The current code assumes that at each step, order_list describes how to sort original_list relative to its current order. You are seeking a way to sort the list in such a way so that order_list is relative to the original order.

The general idea here would be to figure out what sequence of swaps would be necessary to get from one order_list to the next. In step 2 of your example above, you’ll need to calculate what swaps are needed to get from [4,0,1,2,3] to [3,4,0,1,2] and apply the same swaps to the original list.

As for writing the code that does this, you can pull ideas from the code I’ve already written.

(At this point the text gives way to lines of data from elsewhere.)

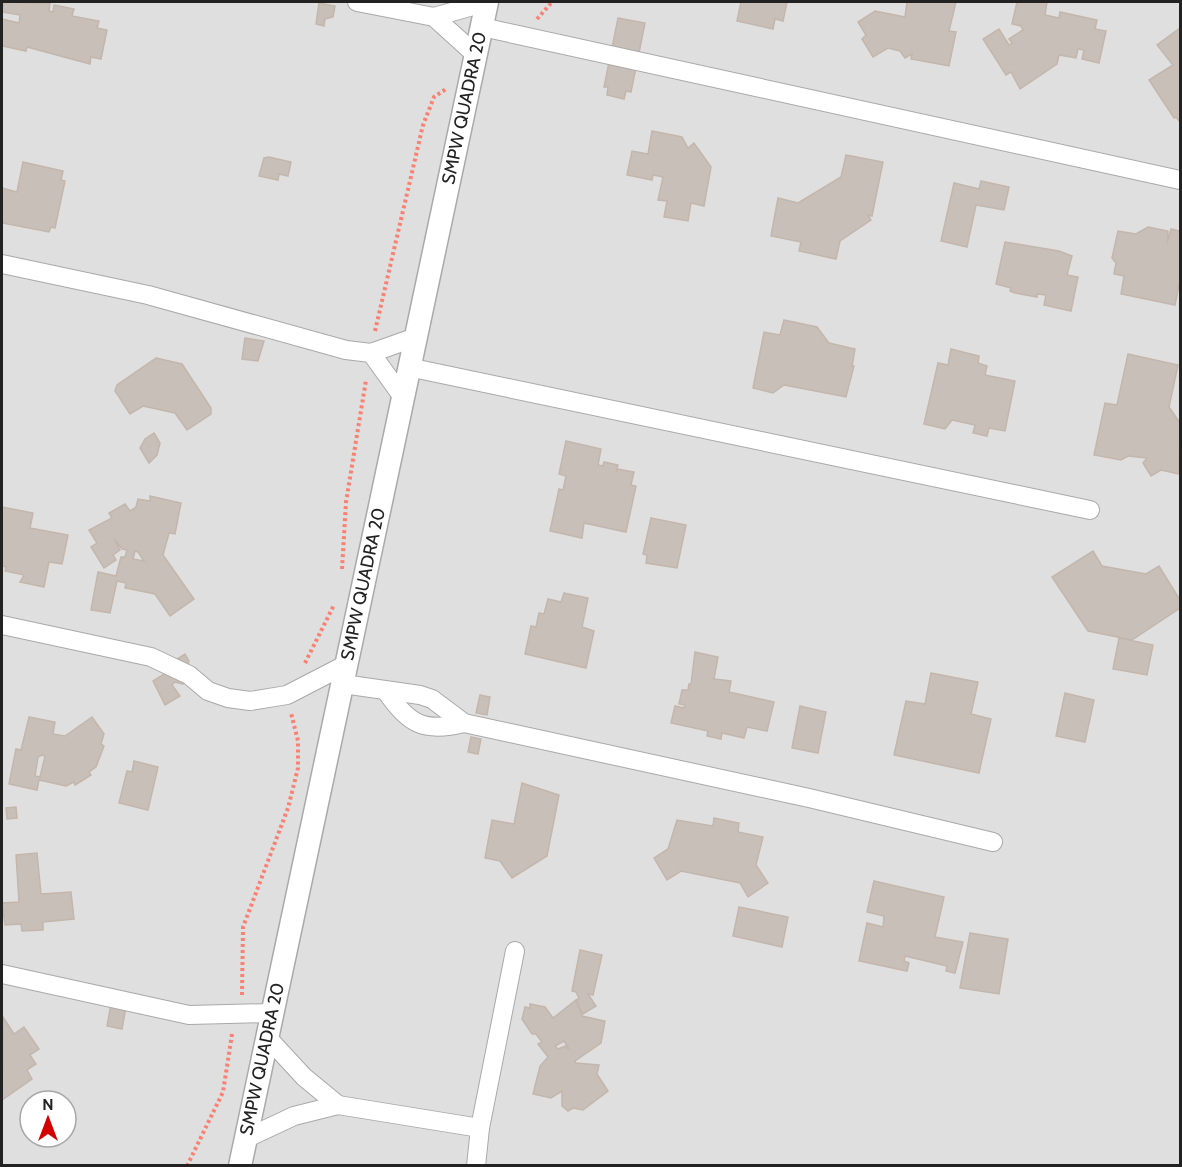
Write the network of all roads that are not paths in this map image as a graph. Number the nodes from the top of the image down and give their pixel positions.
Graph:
1 (357, 2) edge
2 (487, 2) edge
3 (434, 17) junction
4 (482, 27) junction
5 (474, 63) junction
6 (1180, 180) edge
7 (2, 264) edge
8 (416, 337) junction
9 (371, 353) junction
10 (408, 367) junction
11 (402, 396) junction
12 (1090, 510) dead end
13 (2, 625) edge
14 (345, 674) junction
15 (386, 691) junction
16 (464, 723) junction
17 (993, 842) dead end
18 (515, 951) dead end
19 (2, 974) edge
20 (271, 1013) junction
21 (267, 1037) junction
22 (338, 1105) junction
23 (480, 1128) junction
24 (245, 1139) junction
25 (240, 1166) edge
26 (476, 1166) edge

1 - 3 street
2 - 3 street
2 - 4 street, SMPW QUADRA 20
3 - 5 street
4 - 5 street, SMPW QUADRA 20
4 - 6 street
5 - 8 street, SMPW QUADRA 20
7 - 9 street
8 - 9 street
8 - 10 street, SMPW QUADRA 20
9 - 11 street
10 - 11 street, SMPW QUADRA 20
10 - 12 street
11 - 14 street, SMPW QUADRA 20
13 - 14 street
14 - 15 street
14 - 20 street, SMPW QUADRA 20
15 - 16 street
15 - 16 street
16 - 17 street
18 - 23 street
19 - 20 street
20 - 21 street, SMPW QUADRA 20
21 - 22 street
21 - 24 street, SMPW QUADRA 20
22 - 23 street
22 - 24 street
23 - 26 street
24 - 25 street, SMPW QUADRA 20

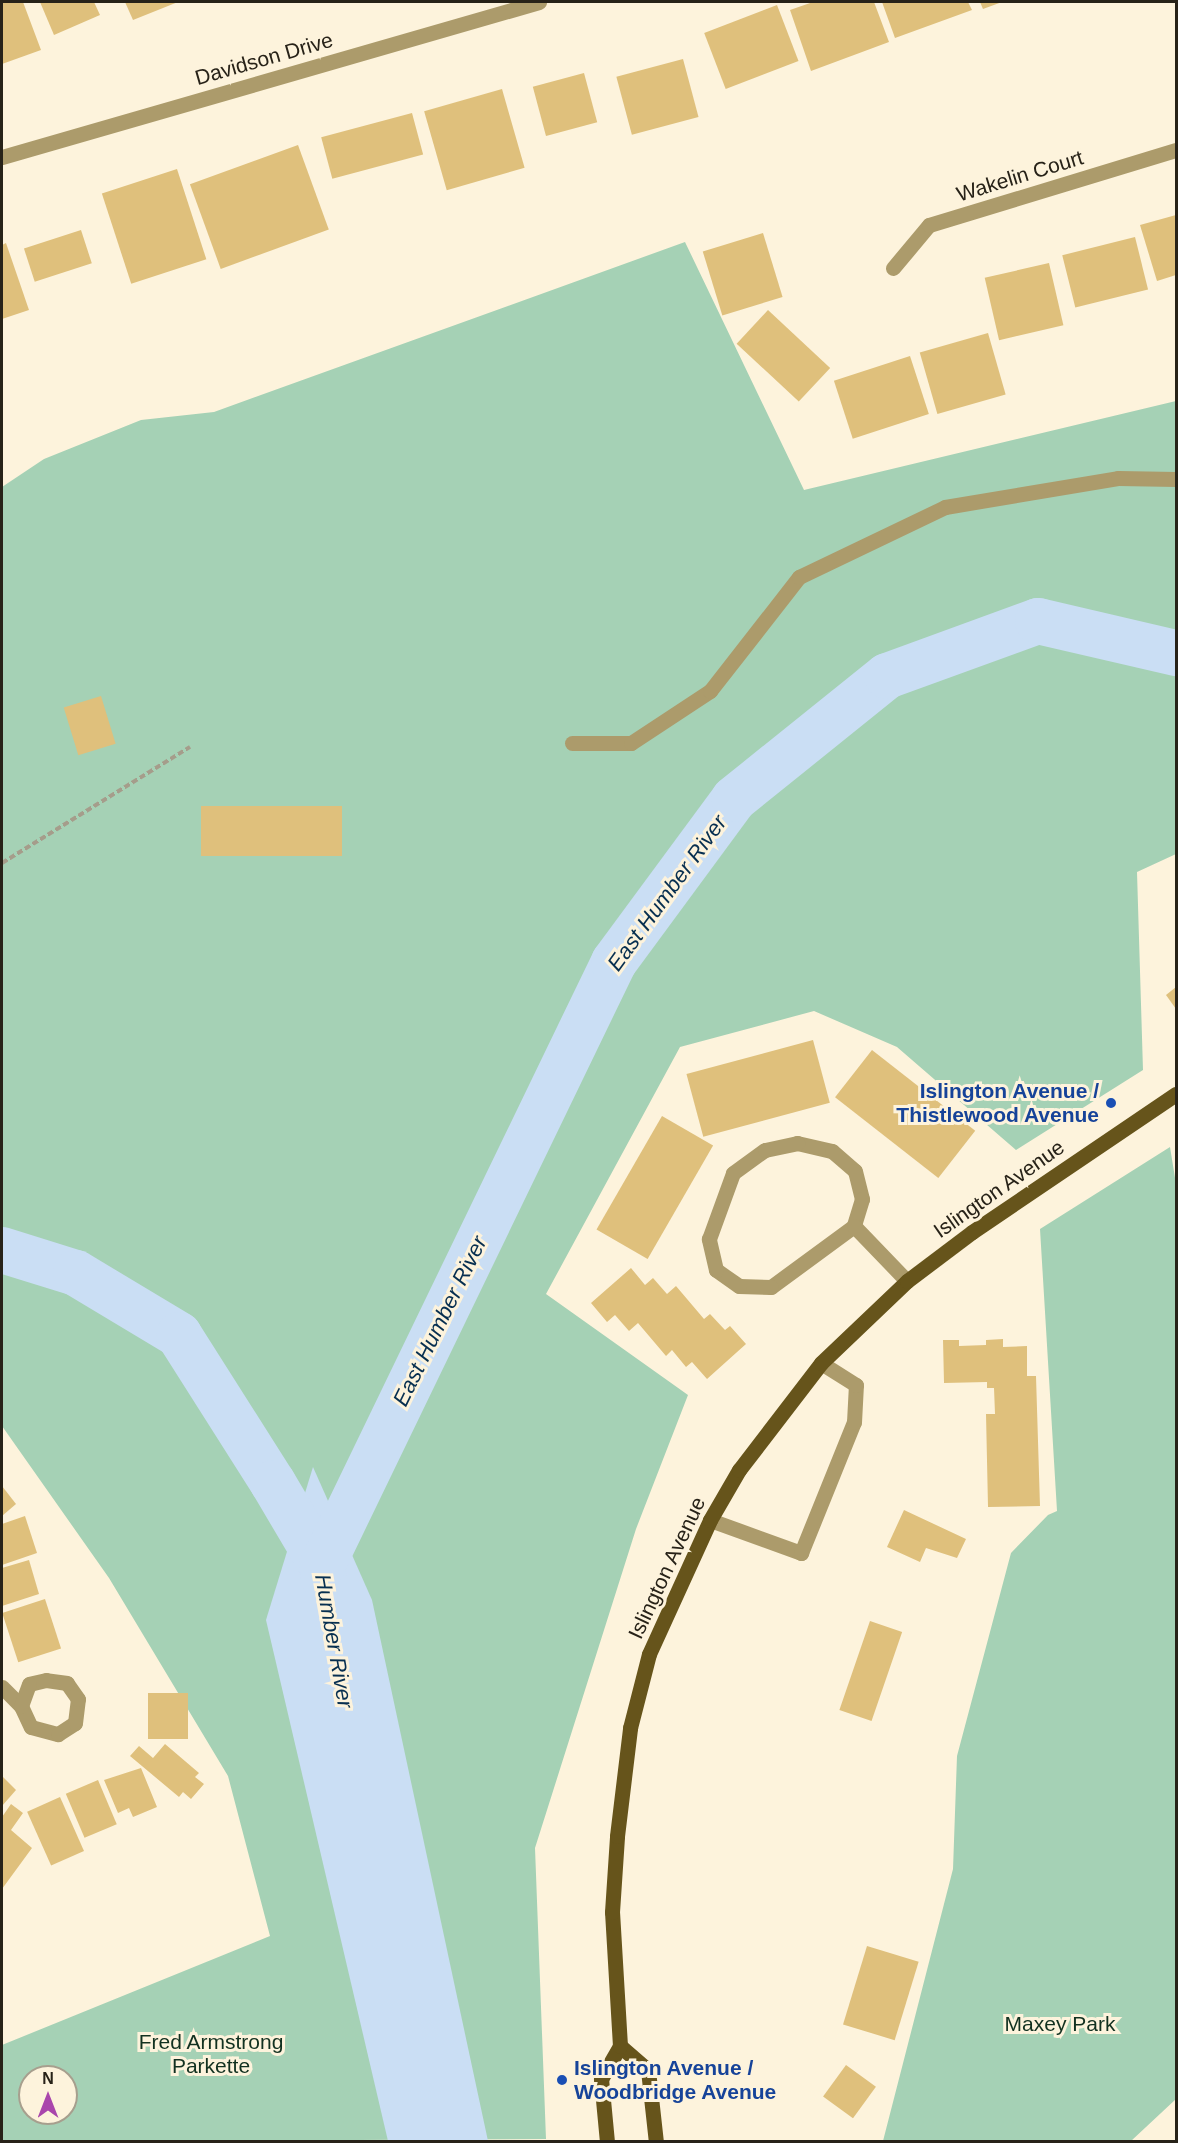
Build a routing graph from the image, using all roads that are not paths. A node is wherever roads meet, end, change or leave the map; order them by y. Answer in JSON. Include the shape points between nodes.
{"nodes":[{"id":1,"x":539,"y":2,"type":"edge"},
{"id":2,"x":1176,"y":150,"type":"edge"},
{"id":3,"x":2,"y":157,"type":"edge"},
{"id":4,"x":893,"y":268,"type":"dead end"},
{"id":5,"x":1176,"y":479,"type":"edge"},
{"id":6,"x":572,"y":743,"type":"dead end"},
{"id":7,"x":1176,"y":1094,"type":"edge"},
{"id":8,"x":854,"y":1226,"type":"junction"},
{"id":9,"x":907,"y":1281,"type":"junction"},
{"id":10,"x":821,"y":1363,"type":"junction"},
{"id":11,"x":710,"y":1520,"type":"junction"},
{"id":12,"x":2,"y":1687,"type":"edge"},
{"id":13,"x":21,"y":1706,"type":"dead end"},
{"id":14,"x":620,"y":2046,"type":"junction"},
{"id":15,"x":608,"y":2142,"type":"edge"},
{"id":16,"x":656,"y":2142,"type":"edge"}],
"edges":[{"from":1,"to":3,"type":"street","name":"Davidson Drive"},
{"from":2,"to":4,"type":"street","name":"Wakelin Court","via":[[929,225]]},
{"from":5,"to":6,"type":"street","via":[[1118,478],[945,507],[799,577],[710,691],[631,742]]},
{"from":7,"to":9,"type":"main road","name":"Islington Avenue","via":[[972,1232]]},
{"from":8,"to":8,"type":"street","via":[[862,1199],[855,1171],[832,1151],[797,1143],[765,1150],[733,1173],[709,1239],[716,1270],[739,1287],[771,1287]]},
{"from":8,"to":9,"type":"street"},
{"from":9,"to":10,"type":"main road","name":"Islington Avenue"},
{"from":10,"to":11,"type":"main road","name":"Islington Avenue","via":[[739,1470]]},
{"from":10,"to":11,"type":"street","via":[[856,1385],[854,1422],[801,1553]]},
{"from":11,"to":14,"type":"main road","name":"Islington Avenue","via":[[649,1654],[630,1728],[612,1912]]},
{"from":12,"to":13,"type":"street"},
{"from":14,"to":15,"type":"main road","via":[[601,2079]]},
{"from":14,"to":16,"type":"main road","via":[[648,2070]]}]}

In the example code I gave, one interpretation is that I am calculating the sequence of swaps necessary to get from [0, 1, 2, 3, 4, 5, 6, 7, 8, 9] to [4, 8, 9, 1, 2, 5, 7, 0, 6, 3] and performing those swaps. Try to adapt the code to your situation; figure out what swaps are necessary to get from each order_list to the next order_list at each step, applying the swaps to original_list as you go.

Hello, I had a break from my project, so I am coming back to it now.
Aohan Dang thank you very much for your help.

I could make it work but doing the following:

  • I have old_order, new_order at each step.
  • I build a transition array, and then I “map” this transition array:
for i in range(len(order):
        for j in range(len(order)):
            if old_order[i] == order[j]:
                transition[i] = j
        transition_map[transition[i]] = i
  • Then I sort the transition_map array

And this works very well! The only thing is that the size of my lists is very heavy, meaning that the time taken to complete this process is huge (the swapping process is pretty time-consuming, but I guess that it is the only solution for saving memory).
The good thing is that I have access to computers in parallel.

So let’s say that computer0 has objects 1 to 3, computer1 has objects 4 to 6 and computer2 has objects 7 to 9. Computer0 has no idea of what objects 3 to 8 are, the only thing it knows it that they exist and which computer they belong to. There are then two cases:

  • Objects stay in their respective computers when sorted (ex:[1,2,3,4,5,6,7,8,9] → [2,3,1,4,6,5,9,8,7]) From my understanding, loading old_order, order, then computing transition and transition_map and just adding a condition that they belong to the computer currently used and applying the sorting algorithm works. Basically each computer individually sorts its own objects and it ends up correct.
  • Objects can change from one computer to another (ex:[1,2,3,4,5,6,7,8,9] → [1,2,4,3,8,7,5,9,6]).
    Here, I am kind of stuck. My idea is to store data from object leaving each computer in separate files (cmp1: 3, cmp2: 4,5,6, cmp3: 7,8), then import the data for each computer and preliminarily replace the objects leaving the computer by the objects entering the computer. It does not seem to end up with the right order.

Have you already been facing a problem like that? Any suggestion would be welcome!